With this system we basically remove research, mission cards and some of the dynamic galaxy elements and focus more on the players ship and combat.

As a self-critique we like both versions and each have their advantages and disadvantages. With multiplayer we like the glory and challenge element - we can never code an intelligence nearly as capable as human players. To that extent the glory of defeating an opponent in combat is really unrivaled. You are literally beating your very own "Kahn" - surviving on your strategy and ruining someone else's day, which is always satisfying.

On the other hand, single player allows us to blow out the universe, keep in numerous species and elements like space stations and research that become bogged down in multiplayer.

Some will say "Why not work on both?" and our answer would be - we will in some way. Multiplayer will always be in the back of our head but to really to make a good product we have to focus on one or the other. Our design doc was originally drafted as a deep single-player experience and we will continue to double down on that. Our mod support, storybuilder and content creation are much clearer now and the game will be that much better for it.

Multiplayer may be much more of an option for mobile - but for now our focus is on freeroam, the new ship combat system and crew kits.


April 17, 2014

Intro to Chad

Oh hey there, I'm Chad. I'm one of the new developers on the Warballoon team. We have an exciting project underway and I'll be your co-host along with Chris (the pantless avatar from the previous post) and Aron (the avatar whom you have not yet met).

One of my main responsibilities here is working on top-secret voodoo with the Unity3D toolset. Unity3D you say? Why yes, we have collectively decided to give Unity a go on the new Star Command desktop game.
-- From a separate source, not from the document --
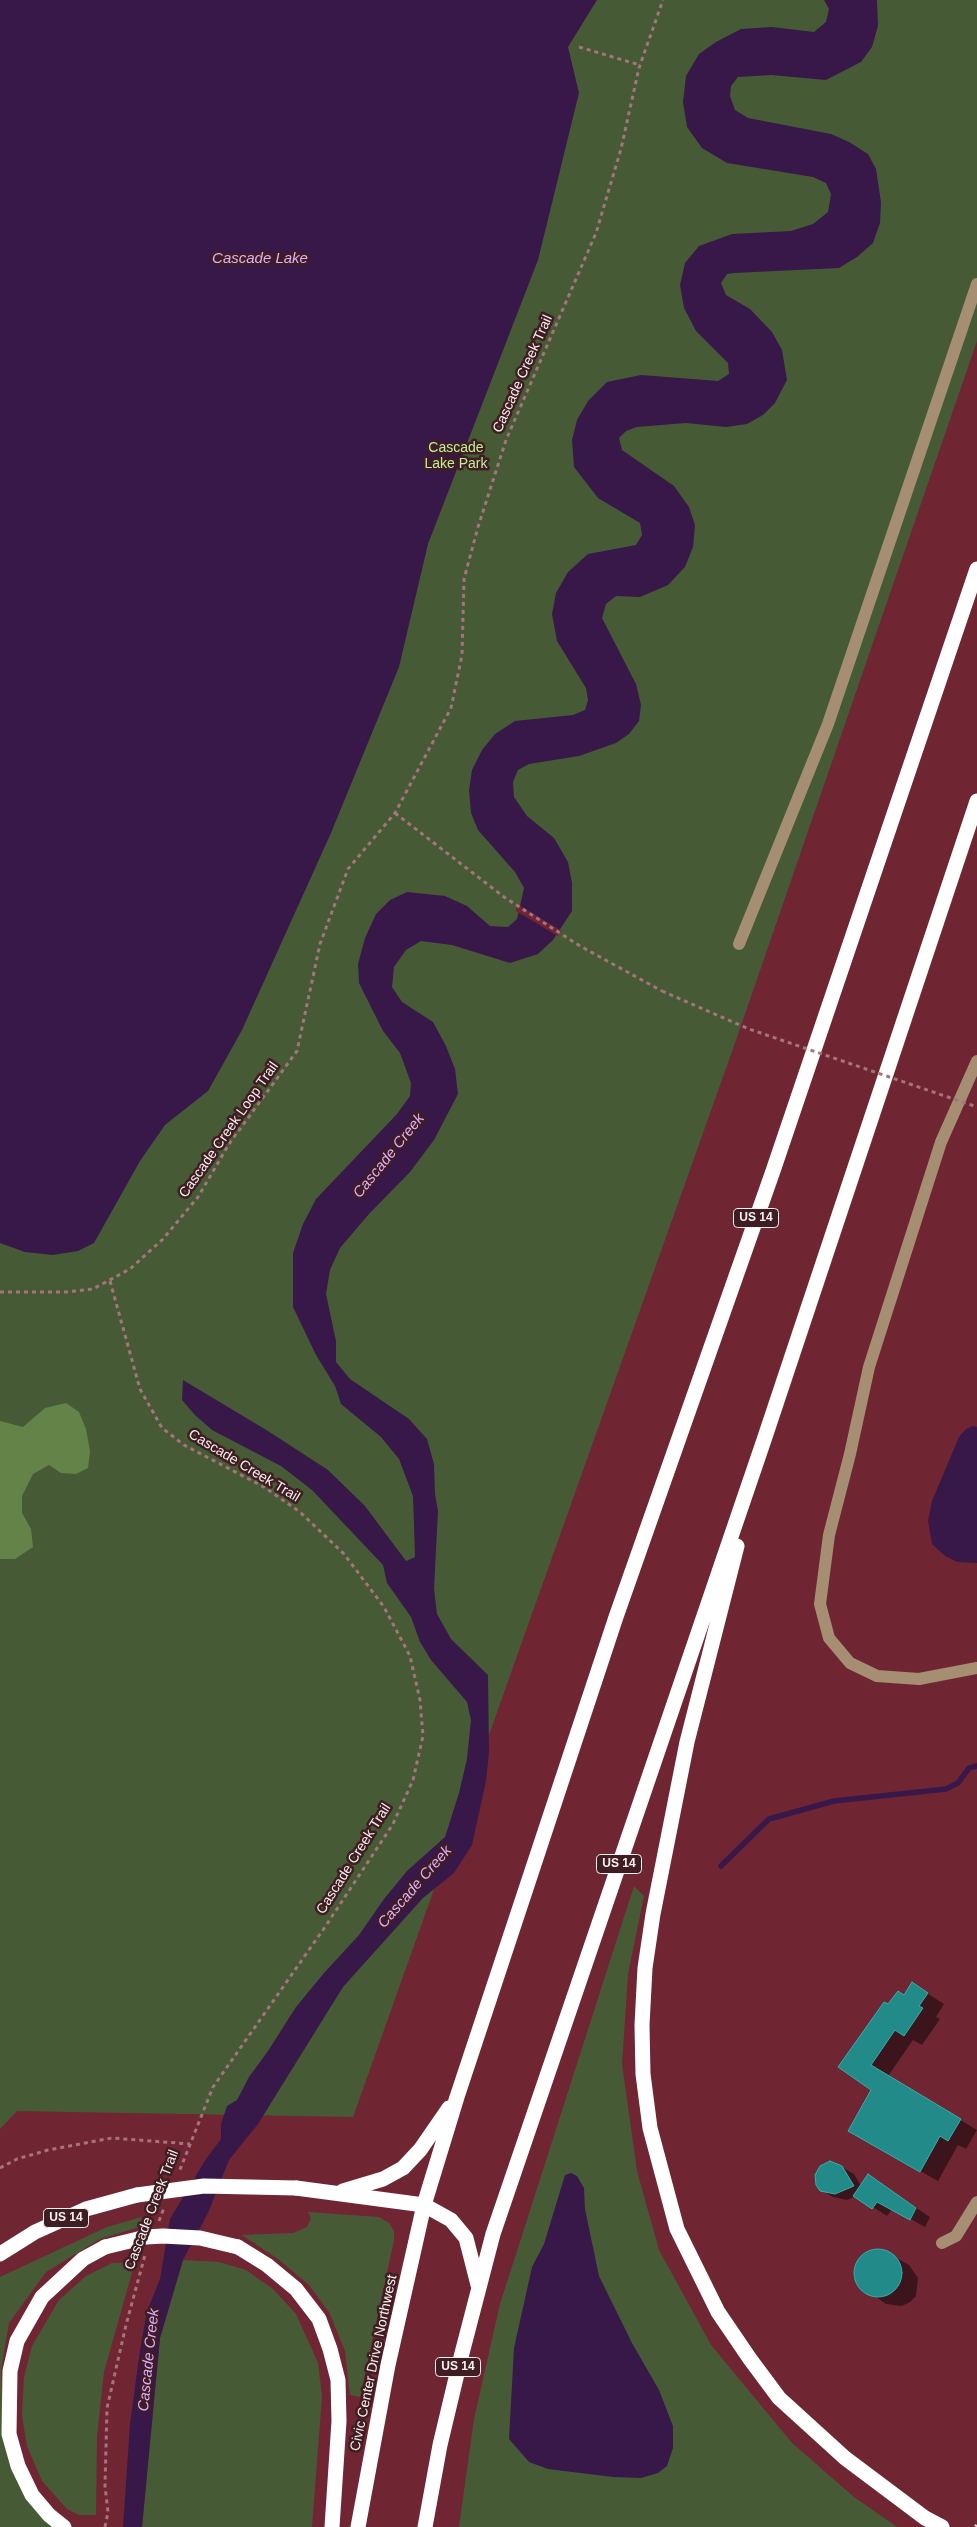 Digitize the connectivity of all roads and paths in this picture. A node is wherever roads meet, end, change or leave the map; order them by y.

I'll be talking more about that process and decision later on, but for now let's just say that we are looking forward to Unity's cross-platform deployment tools to help keep things under control here as we get into the final stages of development.

But all that's a bunch of mumbo-jumbo about the future. As far as day-to-day operations go, we're always looking for new ways to leverage the built-in utilities that Unity offers for handling lame and otherwise time-consuming minutia such as particle systems (spoiler alert?).

Be on the lookout for new posts from the rest of the team and myself as we continue this process and reveal some of the kick-awesome progress we make along the way.

Chad out.

April 10, 2014


Hey Everyone.

First and foremost welcome to the new Warballoon blog. Most of you probably don’t know me and that’s totally fine, in fact that’s why I’m writing this post. Back during the initial work on Star Command I was like most of you, a fan. But I was also someone that had experience with web development and upon noticing that the guys were using tumblr I offered to lend a hand and make a site for them. After the work was finished the guys told me to keep in touch as they continued on to finish the game and the android version. So I kept in touch and threw my hat into the ring once they started to look for more help and that brings us to now.

So now that I’ve got that out of the way let me go over a bit about what to expect from this blog. Over the next week or so you’ll be hearing from some of our members and they will talk a bit more about their role here at Warballoon (for my part I’m going to work on UI aspects like GUI and Animations).

Once the introductions are out of the way we’re going to commit to posting at least once a week talking about the game and what we’re working on. We want to be transparent with all of you so that you can see what cool things we’re working on.

Oh and my avatar? This is what happens when you’re the only member that’s currently working remote.